Além disso, encontramos disposições adicionais na Lei a respeito de residentes forasteiros e de comer sangue de animais não sangrados:

"Não deveis comer nenhum corpo [já] morto. Podes dá-lo ao residente forasteiro que está dentro dos teus portões, e ele tem de comê-lo; ou pode ser vendido a um estrangeiro, porque és um povo santo para Jeová, teu Deus." (Deuteronômio 14:21)

Note que a razão apresentada para não comer o corpo morto é que os israelitas são um "povo santo". Não é o sangue ou a sua santidade que está em causa. Isto é claro pois Deus não se importa que não-judeus comam a carne com o sangue nela.
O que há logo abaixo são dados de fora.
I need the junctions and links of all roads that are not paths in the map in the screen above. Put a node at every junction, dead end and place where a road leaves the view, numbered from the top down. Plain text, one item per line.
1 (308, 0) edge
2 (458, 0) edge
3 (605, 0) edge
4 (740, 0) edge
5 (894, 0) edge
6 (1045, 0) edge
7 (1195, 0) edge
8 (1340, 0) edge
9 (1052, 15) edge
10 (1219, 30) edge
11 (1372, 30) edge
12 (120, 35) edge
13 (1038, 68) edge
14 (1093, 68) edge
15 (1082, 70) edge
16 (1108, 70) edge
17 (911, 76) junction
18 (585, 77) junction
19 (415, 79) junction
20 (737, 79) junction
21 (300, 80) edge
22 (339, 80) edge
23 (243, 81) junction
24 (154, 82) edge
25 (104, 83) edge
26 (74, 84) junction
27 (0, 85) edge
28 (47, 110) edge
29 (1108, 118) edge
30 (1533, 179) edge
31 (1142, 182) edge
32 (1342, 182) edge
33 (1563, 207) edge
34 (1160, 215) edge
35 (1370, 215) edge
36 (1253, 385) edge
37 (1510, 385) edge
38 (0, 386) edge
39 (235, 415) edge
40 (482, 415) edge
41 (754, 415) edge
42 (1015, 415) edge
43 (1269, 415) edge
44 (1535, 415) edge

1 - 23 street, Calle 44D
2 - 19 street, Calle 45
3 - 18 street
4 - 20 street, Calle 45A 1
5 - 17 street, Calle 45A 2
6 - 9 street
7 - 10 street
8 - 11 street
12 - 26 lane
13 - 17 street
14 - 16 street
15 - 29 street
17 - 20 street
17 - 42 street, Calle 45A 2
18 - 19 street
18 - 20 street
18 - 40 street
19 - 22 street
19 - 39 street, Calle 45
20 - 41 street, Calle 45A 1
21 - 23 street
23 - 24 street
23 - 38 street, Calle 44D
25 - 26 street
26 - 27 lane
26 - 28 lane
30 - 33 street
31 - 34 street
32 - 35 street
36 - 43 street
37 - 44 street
Se raciocinarmos sobre tudo isto, torna-se evidente que o sangue em si mesmo não era sagrado. Não possui propriedades mágicas. O sangue que corre pelas veias de uma criatura viva representa a vida e se alguém tirava uma vida tinha de derramar o sangue no chão, devolvendo-a a Deus. No caso de um animal que morria por si mesmo, nenhum humano tinha tirado uma vida, e este requisito podia ser posto de lado. O único assunto envolvido era a limpeza cerimonial.

É importante notar que a proibição contra comer sangue de um animal não teria resultado na morte de um homem ou mulher devotos. De fato, muitas vezes argumenta-se que o objetivo destas observâncias, em parte, era proteger a saúde dos crentes. Mas se essa proibição for aplicada a um procedimento médico, resulta freqüentemente no sofrimento e morte de Testemunhas de Jeová. Tal conseqüência é suficiente para mostrar que esta extensão adicional da proibição contra comer sangue não faz parte das intenções da Lei mosaica. Vale a pena notar que nenhum grupo de judeus aplica estas sanções ao uso médico do sangue, nem mesmo os judeus mais ortodoxos que estão sempre tão preocupados em não desagradar a Deus.
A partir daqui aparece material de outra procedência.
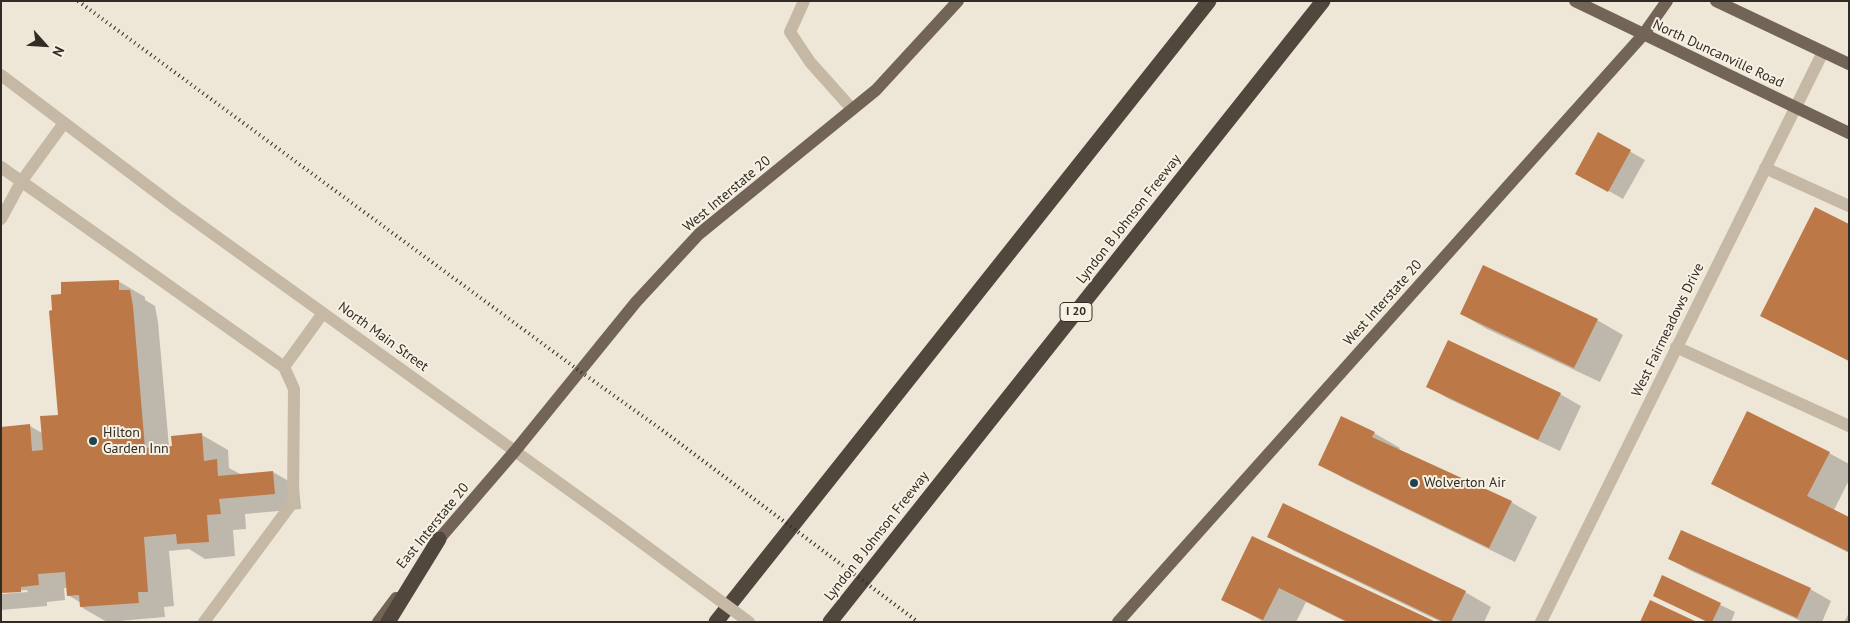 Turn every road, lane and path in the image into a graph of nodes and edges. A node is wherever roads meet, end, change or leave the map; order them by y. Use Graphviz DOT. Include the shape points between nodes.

Ao concluirmos a nossa análise desta seção da Bíblia, estabelecemos o seguinte:

  • A Lei mosaica não é vinculativa para os cristãos. Isto é reconhecido pelas escrituras e pela Sociedade Torre de Vigia.

  • A Lei mosaica proíbe que se coma sangue de forma deliberada. A Lei nada diz sobre usar sangue para "sustentar a vida".

  • A Lei mosaica descreve situações em que uma pessoa podia indiretamente comer sangue sob certas circunstâncias.

  • O sangue não possui propriedades místicas. Se um israelita matava um animal, tinha de derramar o sangue no chão em reconhecimento de que tinha tirado uma vida com permissão divina e estava a devolvê-la a Deus.

Antes de avançarmos para a análise do último texto usado pelas Testemunhas de Jeová, em Atos dos Apóstolos, é importante tomarmos nota da ordem pela qual as proibições ocorrem no livro de Levítico, pois isto vai ser essencial para entendermos a próxima seção em Atos capítulo 15:

1.º Sacrifícios de participação em comum (ofertas de alimento) deviam ser feitos apenas a Jeová Deus (Levítico 17:1-9).

2.º Comer sangue de forma deliberada e intencional era proibido (Levítico 17:10-14).

3.º Só numa situação excepcional é que um animal que tinha morrido por si mesmo ou sido dilacerado por uma fera podia ser consumido (Levítico 17:15-16; veja também Deuteronômio 14:21, 28-29).

4.º Eles não se podiam envolver em atos sexuais imorais ou relações incestuosas (Levítico 18:1-27).